There is a highly Islamic way of thinking in Dabashi, based on Christian and Islamic ideas of global reconciliation and redemption.
“To reach for the enduring foundations of this liberation theology, the current condition of Islam as a moral and intellectual heritage must be linked to its premodern cosmopolitan disposition, which from the rise of the Abbasids in the middle of the eighth century to the demise of the Ottomans early in the twentieth has been the single most abiding characteristics of Muslim societies. Definitive to that polyvocal cosmopolitanism is a catholicity of learning, a multiplicity of legitimate discourses of authority that precisely in their multifaceted and contradictory dispositions have constituted the syncretic disposition of Islamic polyvocal culture. Rooted in that cosmopolitanism, Islam in its globalized disposition will have no discursive or institutional fears to be creatively conversant with a variety of (so-called sacred or secular, modern or premodern) cultures and disposition.”[24]

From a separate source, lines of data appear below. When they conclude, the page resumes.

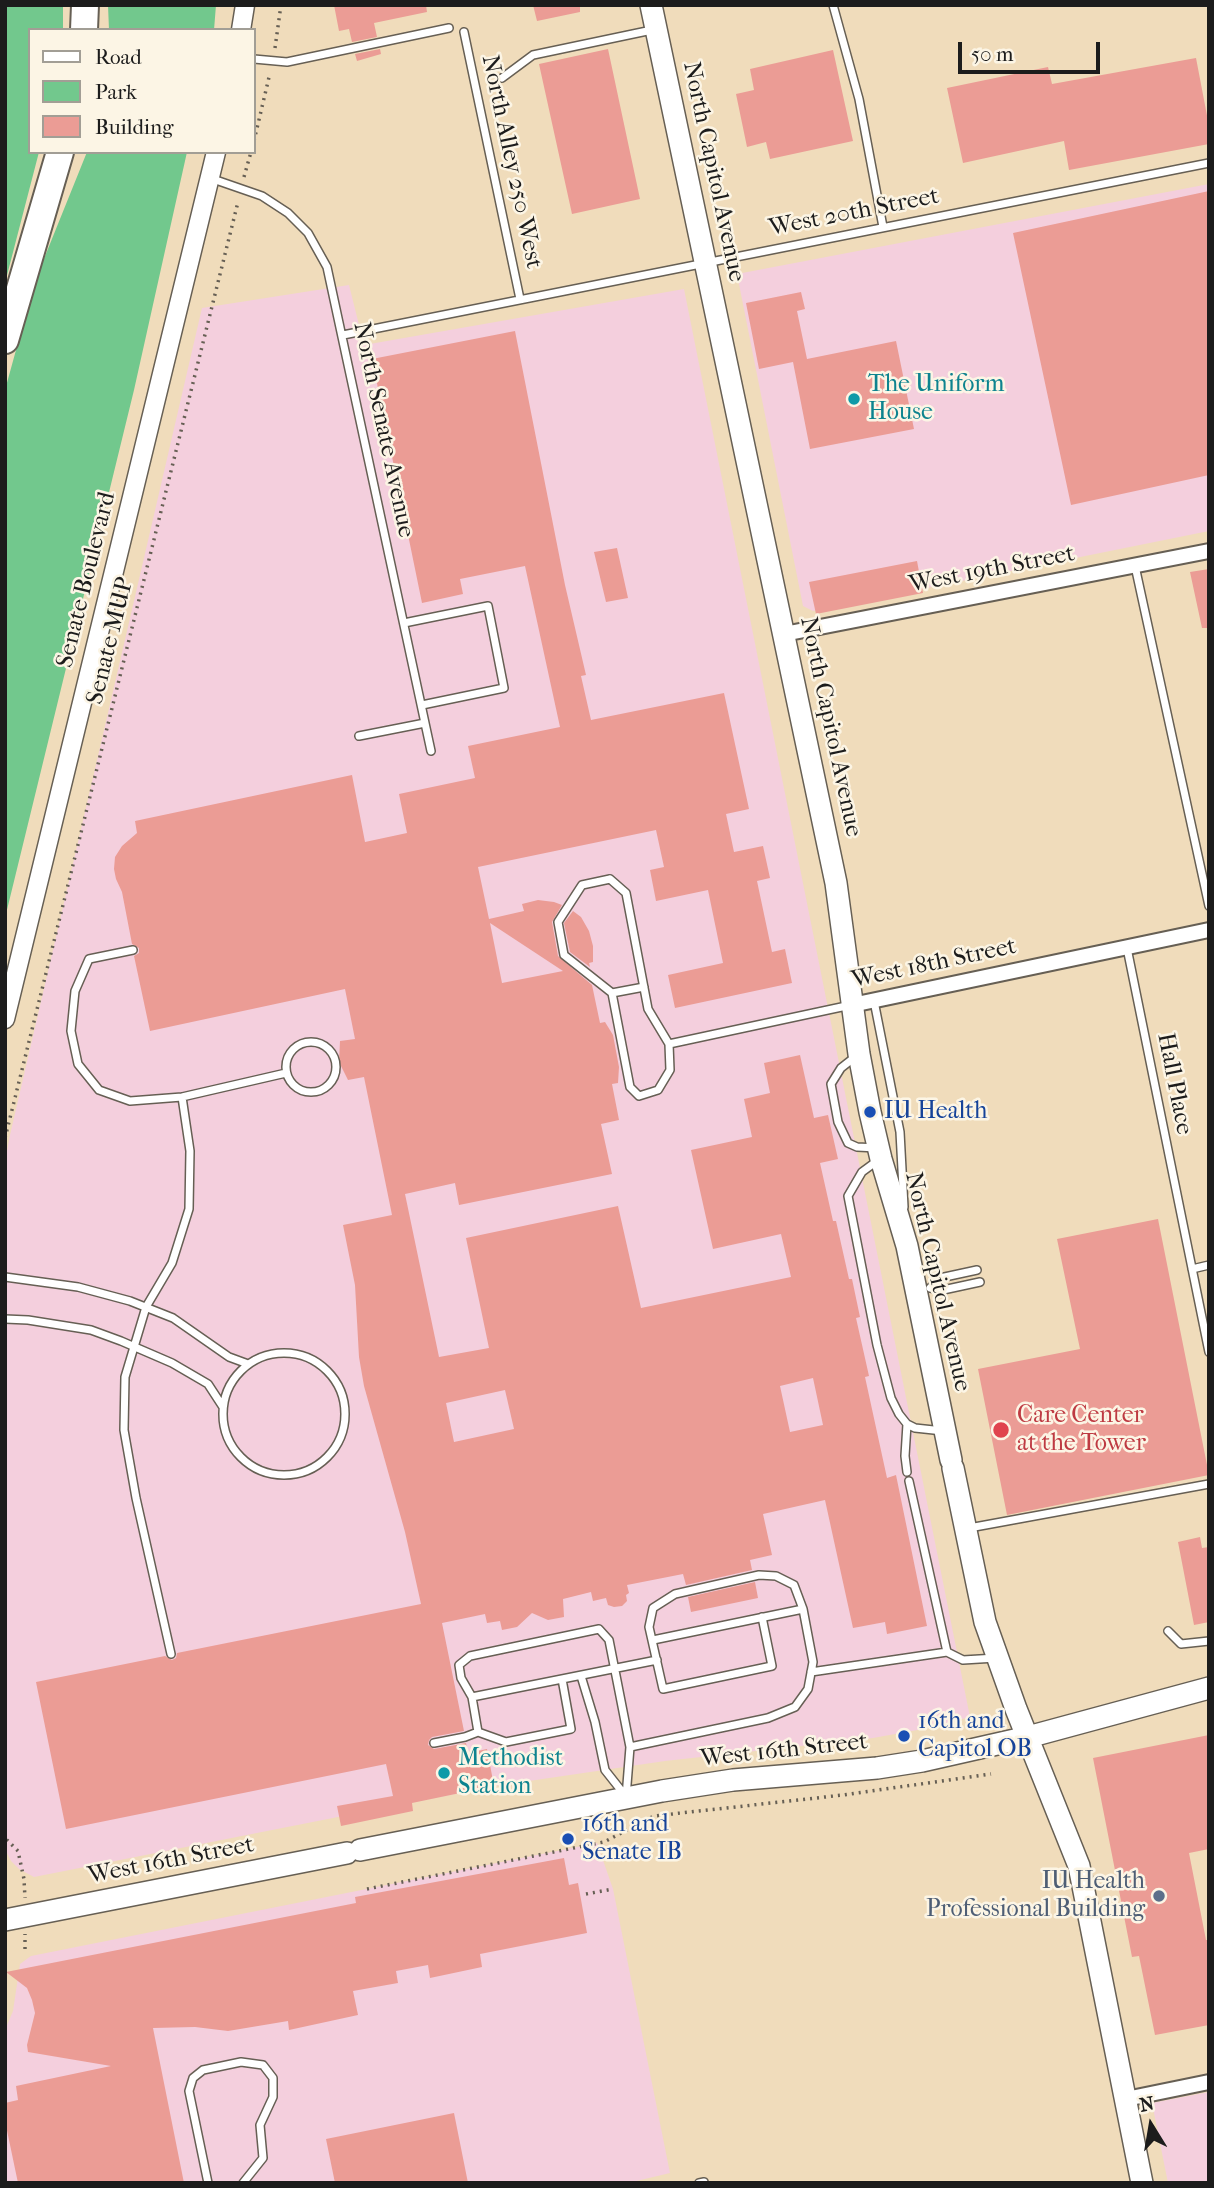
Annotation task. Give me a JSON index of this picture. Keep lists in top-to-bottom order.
{
  "streets": {
    "main road": ["North Capitol Avenue", "West 16th Street"],
    "street": ["West 19th Street", "Senate Boulevard", "West 18th Street"],
    "lane": [
      "North Alley 250 West",
      "West 20th Street",
      "North Senate Avenue",
      "Hall Place"
    ],
    "path": ["Senate MUP"]
  },
  "crossings": [
    ["North Alley 250 West", "West 20th Street"],
    ["North Capitol Avenue", "West 20th Street"],
    ["North Capitol Avenue", "West 19th Street"],
    ["North Capitol Avenue", "West 18th Street"],
    ["North Capitol Avenue", "West 16th Street"],
    ["West 20th Street", "North Senate Avenue"],
    ["North Senate Avenue", "Senate Boulevard"],
    ["North Senate Avenue", "Senate MUP"],
    ["West 18th Street", "Hall Place"]
  ],
  "places": [
    "The Uniform House",
    "IU Health",
    "Care Center at the Tower",
    "16th and Capitol OB",
    "Methodist Station",
    "16th and Senate IB",
    "IU Health Professional Building"
  ],
  "legend": ["Road", "Park", "Building"],
  "scale_bar": "50 m",
  "north": "top"
}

Dabashi is arguing in favor of nice-looking ‘cosmopolitan’ revolution, including cultural diversity – and likewise genocidal threats against the state of Israel, embedded in cotton balls. He is following the concept of worldwide revolution on which Khomeini built up Iranian, Islamist, anti-Israel and anti-Western agitation, including the collaboration with non-Muslim forces. “Polyvocal cosmopolitanism” sounds great, though the result is anti-Jewish action against Israel. In the name of religion and cosmopolitanism, hatred of Jews as Zionists prevails:
“The collective impact of all these developments will ultimately result in the active and creative integration of Islam and Muslim communities into global, transnational, liberation movements that will collectively resist the predatory US (or any other) empire. Beyond the classical mode of Islamism as experienced in the nineteenth and twentieth centuries, and beyond spectacular acts of senseless violence, there must be a mode of liberation theology that, closer to the roots of its metaphysics of salvation, is a theodicy that will have to embrace the extended shadows of the faith and thus engendering a mode of cultural cosmopolitanism that is the only way to combat the Christian empire and the Jewish state by a mode of theology that reestablishes its roots in the moral authority of Judaism, Christianity and Islam alike.”[25]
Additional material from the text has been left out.